蝎毒耐热蛋白对大鼠海马神经元钠通道的抑制作用

应用全细胞膜片钳技术观察蝎毒耐热蛋白（scorpion venom heat resistant protein,SVHRP）对急性分离大鼠海马神经元电压依赖性钠通道的影响。结果表明,急性分离大鼠海马神经元产生的河豚毒素（tetrodotoxin,TTX）敏感的电压依赖性钠电流被SVHRP浓度依赖性地抑制,半数抑制浓度为（0．0034±0．0004）μg／mL,Hill常数为0．4361±0．0318;SVHRP可使钠通道稳态激活曲线向电压的正方向移动,正常TTX敏感的钠通道的半数激活电压（V1/2）为（-34．38±0．62）mV（n=16）,给予0．1μg／mL的SVHRP后V1/2为（-23．96±0．41）mV（n=8,P〈0．05）,斜坡因子（κ）由正常的4．52±0．52变为3．73±0．08（n=8,P〈0．05）。
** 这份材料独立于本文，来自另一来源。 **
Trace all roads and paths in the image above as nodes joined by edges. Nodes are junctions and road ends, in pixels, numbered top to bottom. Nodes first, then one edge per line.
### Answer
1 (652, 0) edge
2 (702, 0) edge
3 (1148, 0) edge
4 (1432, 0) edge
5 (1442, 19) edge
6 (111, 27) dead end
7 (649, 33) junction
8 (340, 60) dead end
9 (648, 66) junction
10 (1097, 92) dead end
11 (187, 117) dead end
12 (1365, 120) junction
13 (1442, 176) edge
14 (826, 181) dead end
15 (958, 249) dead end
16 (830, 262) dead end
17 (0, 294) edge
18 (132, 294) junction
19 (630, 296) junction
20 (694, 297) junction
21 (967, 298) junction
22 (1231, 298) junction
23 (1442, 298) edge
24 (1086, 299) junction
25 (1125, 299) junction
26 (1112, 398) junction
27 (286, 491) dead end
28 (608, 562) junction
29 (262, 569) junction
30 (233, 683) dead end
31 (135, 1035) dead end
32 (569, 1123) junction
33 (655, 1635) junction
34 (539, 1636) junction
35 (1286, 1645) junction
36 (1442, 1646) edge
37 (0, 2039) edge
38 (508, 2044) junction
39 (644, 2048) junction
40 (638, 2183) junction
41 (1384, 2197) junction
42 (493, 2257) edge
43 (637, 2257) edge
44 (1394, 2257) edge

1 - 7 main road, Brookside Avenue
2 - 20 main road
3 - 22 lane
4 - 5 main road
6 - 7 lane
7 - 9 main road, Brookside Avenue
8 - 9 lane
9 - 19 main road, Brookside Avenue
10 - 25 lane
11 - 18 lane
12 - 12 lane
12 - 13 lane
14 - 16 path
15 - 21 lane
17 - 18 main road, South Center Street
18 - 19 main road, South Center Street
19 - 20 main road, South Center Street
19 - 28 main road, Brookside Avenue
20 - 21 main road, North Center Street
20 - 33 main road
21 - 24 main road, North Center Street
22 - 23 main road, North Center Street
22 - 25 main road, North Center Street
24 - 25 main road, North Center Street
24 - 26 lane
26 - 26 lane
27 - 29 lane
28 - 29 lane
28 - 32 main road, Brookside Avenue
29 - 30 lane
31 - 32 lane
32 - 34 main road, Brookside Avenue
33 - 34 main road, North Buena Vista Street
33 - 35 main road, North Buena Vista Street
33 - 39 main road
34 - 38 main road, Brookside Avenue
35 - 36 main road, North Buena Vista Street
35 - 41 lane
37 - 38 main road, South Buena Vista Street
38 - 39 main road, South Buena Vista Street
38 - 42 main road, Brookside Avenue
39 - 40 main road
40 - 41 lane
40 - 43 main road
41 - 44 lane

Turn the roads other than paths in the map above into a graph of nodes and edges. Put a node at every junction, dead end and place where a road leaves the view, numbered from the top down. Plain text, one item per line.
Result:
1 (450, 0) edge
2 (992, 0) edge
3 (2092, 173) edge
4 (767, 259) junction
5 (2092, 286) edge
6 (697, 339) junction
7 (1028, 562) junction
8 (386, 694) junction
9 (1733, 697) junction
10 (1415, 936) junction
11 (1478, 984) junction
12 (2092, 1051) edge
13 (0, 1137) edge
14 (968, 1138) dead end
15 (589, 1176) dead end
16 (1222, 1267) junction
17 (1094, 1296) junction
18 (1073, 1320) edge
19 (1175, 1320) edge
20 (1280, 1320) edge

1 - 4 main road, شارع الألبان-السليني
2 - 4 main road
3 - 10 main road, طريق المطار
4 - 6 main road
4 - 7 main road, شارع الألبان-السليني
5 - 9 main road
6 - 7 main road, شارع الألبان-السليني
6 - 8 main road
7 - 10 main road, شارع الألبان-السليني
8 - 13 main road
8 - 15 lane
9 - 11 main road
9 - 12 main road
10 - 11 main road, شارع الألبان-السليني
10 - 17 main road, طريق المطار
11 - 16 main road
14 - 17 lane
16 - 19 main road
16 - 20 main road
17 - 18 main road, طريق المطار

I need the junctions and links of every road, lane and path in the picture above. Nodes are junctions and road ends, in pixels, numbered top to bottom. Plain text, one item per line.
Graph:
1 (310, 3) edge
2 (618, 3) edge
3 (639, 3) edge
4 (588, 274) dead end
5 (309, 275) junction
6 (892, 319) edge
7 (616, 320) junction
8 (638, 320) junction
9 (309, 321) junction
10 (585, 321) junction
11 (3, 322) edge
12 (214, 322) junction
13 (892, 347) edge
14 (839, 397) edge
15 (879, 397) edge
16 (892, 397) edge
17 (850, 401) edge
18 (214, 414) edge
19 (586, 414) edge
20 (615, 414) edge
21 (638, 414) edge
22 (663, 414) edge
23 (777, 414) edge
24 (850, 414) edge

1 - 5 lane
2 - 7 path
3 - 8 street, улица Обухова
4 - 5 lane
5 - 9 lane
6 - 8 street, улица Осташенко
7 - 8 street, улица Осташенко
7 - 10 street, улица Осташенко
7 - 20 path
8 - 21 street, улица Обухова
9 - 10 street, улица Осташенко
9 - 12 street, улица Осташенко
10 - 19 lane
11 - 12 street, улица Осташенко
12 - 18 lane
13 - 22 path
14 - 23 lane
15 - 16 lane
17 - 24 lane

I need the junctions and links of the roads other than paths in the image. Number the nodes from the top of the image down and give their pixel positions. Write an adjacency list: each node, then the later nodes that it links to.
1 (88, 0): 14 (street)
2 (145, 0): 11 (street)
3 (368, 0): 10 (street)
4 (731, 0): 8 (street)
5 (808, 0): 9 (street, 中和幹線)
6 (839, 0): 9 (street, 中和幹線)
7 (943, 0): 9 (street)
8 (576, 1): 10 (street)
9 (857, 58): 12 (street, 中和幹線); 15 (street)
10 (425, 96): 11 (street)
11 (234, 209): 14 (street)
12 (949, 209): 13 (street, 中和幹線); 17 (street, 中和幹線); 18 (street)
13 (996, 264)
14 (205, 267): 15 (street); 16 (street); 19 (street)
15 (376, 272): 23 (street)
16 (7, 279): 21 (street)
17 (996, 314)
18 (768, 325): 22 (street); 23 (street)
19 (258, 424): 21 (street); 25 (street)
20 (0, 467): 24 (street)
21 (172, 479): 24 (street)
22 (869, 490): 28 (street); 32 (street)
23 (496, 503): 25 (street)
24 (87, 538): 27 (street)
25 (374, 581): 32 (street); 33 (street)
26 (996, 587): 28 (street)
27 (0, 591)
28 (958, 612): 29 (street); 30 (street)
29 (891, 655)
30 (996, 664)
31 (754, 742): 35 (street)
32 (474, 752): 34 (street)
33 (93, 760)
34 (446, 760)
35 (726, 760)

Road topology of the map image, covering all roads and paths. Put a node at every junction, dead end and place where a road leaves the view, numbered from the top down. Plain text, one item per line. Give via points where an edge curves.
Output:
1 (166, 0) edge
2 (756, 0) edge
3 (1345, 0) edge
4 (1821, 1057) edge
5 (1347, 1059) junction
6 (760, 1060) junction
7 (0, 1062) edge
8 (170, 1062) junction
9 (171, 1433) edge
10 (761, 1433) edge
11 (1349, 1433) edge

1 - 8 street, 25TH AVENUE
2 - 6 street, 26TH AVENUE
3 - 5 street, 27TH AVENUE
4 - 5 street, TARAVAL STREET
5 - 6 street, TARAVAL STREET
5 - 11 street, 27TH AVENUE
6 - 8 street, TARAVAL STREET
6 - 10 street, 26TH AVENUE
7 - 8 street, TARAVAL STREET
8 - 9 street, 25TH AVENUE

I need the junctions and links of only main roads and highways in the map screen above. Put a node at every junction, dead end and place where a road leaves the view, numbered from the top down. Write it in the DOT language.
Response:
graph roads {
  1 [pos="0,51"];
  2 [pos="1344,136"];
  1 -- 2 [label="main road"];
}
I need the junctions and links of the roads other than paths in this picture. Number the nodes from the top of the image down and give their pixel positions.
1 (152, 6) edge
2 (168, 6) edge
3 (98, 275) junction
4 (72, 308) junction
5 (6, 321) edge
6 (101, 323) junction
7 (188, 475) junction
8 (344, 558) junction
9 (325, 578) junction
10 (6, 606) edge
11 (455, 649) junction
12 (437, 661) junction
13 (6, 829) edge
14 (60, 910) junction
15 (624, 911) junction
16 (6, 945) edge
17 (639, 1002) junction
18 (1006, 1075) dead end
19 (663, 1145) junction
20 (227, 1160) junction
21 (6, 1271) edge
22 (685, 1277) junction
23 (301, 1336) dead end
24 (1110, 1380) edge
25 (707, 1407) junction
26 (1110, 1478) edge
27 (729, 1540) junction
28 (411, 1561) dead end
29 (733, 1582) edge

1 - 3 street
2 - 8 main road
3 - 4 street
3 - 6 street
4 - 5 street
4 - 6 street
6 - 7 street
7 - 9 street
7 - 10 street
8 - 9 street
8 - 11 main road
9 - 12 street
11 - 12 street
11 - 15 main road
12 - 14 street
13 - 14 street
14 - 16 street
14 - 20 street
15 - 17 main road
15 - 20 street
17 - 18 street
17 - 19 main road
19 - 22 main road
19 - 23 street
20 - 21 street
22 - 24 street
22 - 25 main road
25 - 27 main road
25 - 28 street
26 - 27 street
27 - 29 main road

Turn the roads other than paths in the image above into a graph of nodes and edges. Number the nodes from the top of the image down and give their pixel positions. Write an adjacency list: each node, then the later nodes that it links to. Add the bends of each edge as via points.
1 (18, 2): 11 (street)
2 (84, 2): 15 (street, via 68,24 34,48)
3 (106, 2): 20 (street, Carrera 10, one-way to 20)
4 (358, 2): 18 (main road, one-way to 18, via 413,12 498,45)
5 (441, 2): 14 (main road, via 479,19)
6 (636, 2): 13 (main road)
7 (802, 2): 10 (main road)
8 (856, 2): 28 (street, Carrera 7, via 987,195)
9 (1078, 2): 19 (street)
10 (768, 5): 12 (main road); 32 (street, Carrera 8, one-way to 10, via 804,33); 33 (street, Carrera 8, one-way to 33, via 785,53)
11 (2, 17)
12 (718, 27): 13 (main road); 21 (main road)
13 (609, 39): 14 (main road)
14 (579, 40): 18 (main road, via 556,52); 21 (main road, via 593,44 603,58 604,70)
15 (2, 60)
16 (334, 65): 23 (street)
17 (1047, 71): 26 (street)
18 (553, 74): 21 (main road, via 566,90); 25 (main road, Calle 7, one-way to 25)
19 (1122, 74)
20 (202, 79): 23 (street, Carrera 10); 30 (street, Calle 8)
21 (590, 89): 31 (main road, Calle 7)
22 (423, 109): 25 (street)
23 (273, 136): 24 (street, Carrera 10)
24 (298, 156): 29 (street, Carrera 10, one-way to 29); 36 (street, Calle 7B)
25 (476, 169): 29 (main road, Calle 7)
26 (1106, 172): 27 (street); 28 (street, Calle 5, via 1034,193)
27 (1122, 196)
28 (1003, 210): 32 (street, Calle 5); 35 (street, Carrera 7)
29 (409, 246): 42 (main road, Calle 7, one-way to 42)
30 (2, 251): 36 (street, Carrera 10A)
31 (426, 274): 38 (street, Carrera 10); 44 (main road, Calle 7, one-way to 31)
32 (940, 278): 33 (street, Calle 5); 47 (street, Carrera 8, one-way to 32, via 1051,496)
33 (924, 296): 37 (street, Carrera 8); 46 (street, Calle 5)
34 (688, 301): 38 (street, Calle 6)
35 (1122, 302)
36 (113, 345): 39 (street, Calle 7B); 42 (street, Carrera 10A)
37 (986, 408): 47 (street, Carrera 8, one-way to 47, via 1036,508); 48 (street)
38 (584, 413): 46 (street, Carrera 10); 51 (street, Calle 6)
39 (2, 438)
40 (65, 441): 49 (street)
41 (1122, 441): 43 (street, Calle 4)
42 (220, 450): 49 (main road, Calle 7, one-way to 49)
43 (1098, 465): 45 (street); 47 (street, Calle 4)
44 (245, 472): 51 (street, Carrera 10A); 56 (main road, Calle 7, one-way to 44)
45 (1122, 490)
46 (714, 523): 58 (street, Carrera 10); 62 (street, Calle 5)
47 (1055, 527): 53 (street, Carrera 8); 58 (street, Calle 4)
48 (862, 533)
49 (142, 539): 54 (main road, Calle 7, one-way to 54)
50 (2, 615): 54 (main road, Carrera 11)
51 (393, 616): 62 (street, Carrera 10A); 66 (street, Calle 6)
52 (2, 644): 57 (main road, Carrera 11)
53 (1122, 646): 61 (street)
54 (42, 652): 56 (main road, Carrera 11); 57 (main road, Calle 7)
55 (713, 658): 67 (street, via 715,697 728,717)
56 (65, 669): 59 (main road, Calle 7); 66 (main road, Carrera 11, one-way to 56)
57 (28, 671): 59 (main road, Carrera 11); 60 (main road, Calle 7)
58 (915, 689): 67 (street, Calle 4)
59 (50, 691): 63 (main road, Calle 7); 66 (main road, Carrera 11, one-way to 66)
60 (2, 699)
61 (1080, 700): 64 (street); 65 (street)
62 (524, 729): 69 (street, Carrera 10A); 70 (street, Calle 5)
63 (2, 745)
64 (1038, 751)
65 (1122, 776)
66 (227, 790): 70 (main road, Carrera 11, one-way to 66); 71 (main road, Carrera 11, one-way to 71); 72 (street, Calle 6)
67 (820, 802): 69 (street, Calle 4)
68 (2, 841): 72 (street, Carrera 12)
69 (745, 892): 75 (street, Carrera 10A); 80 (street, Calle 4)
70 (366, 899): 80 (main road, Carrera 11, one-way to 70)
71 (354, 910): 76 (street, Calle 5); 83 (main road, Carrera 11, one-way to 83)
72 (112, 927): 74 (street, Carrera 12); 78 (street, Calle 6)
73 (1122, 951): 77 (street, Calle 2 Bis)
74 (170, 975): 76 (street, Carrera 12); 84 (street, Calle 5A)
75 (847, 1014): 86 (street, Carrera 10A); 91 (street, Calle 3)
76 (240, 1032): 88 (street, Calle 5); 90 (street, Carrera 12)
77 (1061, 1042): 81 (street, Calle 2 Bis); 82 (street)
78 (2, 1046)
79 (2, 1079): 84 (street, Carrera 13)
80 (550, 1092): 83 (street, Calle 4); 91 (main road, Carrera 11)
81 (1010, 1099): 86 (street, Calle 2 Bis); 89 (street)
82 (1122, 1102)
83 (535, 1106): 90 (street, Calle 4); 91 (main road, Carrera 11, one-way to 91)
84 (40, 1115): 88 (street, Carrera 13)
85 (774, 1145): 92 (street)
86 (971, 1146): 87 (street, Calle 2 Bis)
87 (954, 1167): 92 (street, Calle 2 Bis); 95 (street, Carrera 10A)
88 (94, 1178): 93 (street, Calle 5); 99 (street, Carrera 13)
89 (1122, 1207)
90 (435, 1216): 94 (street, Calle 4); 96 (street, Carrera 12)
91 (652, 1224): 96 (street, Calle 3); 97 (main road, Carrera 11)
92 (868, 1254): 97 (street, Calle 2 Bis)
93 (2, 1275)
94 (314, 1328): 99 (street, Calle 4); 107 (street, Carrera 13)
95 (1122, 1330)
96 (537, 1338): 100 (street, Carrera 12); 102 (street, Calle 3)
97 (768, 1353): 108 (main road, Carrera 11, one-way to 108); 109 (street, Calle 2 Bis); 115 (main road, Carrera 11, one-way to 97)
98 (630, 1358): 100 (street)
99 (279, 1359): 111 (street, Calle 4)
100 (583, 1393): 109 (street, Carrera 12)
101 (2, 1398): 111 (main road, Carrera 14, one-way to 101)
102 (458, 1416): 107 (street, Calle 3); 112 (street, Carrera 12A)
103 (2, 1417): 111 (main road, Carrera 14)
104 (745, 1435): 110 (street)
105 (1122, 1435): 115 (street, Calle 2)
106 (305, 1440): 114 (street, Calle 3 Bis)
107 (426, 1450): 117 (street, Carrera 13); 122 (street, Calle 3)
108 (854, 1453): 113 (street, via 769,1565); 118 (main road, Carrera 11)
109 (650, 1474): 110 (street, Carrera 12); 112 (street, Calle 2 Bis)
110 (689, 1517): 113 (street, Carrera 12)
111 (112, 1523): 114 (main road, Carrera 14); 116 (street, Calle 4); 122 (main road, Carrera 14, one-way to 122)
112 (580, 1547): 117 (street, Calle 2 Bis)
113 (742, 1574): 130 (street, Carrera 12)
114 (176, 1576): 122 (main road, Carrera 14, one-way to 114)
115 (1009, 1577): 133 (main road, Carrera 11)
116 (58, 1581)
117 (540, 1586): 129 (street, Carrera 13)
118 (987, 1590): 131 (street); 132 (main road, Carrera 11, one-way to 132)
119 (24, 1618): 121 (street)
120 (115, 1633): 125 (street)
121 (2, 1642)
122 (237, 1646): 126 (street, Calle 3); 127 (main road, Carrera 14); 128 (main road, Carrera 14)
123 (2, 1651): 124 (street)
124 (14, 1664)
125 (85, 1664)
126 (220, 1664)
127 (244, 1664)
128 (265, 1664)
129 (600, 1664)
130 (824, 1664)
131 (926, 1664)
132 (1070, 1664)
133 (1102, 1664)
SVHRP亦能改变电压依赖性钠通道的稳态失活曲线,使其向电位的负方向移动,SVHRP处理前钠通道半数失活电压（V1/2）为（-32．60±1．52）mV,κ为6．73±0．51（n=16）;0．1μg／mL的SVHRP处理后V1/2变为（-50．69±2．55）mV（n=8,P〈0．01）,κ为5．49±0．72（n=8,P〈0．05）。结果提示,SVHRP能抑制电压依赖性钠电流,改变钠通道的动力学特性,抑制其激活,促进其失活,从而影响神经元的兴奋性,这可能是其抗癫痫的机制之一。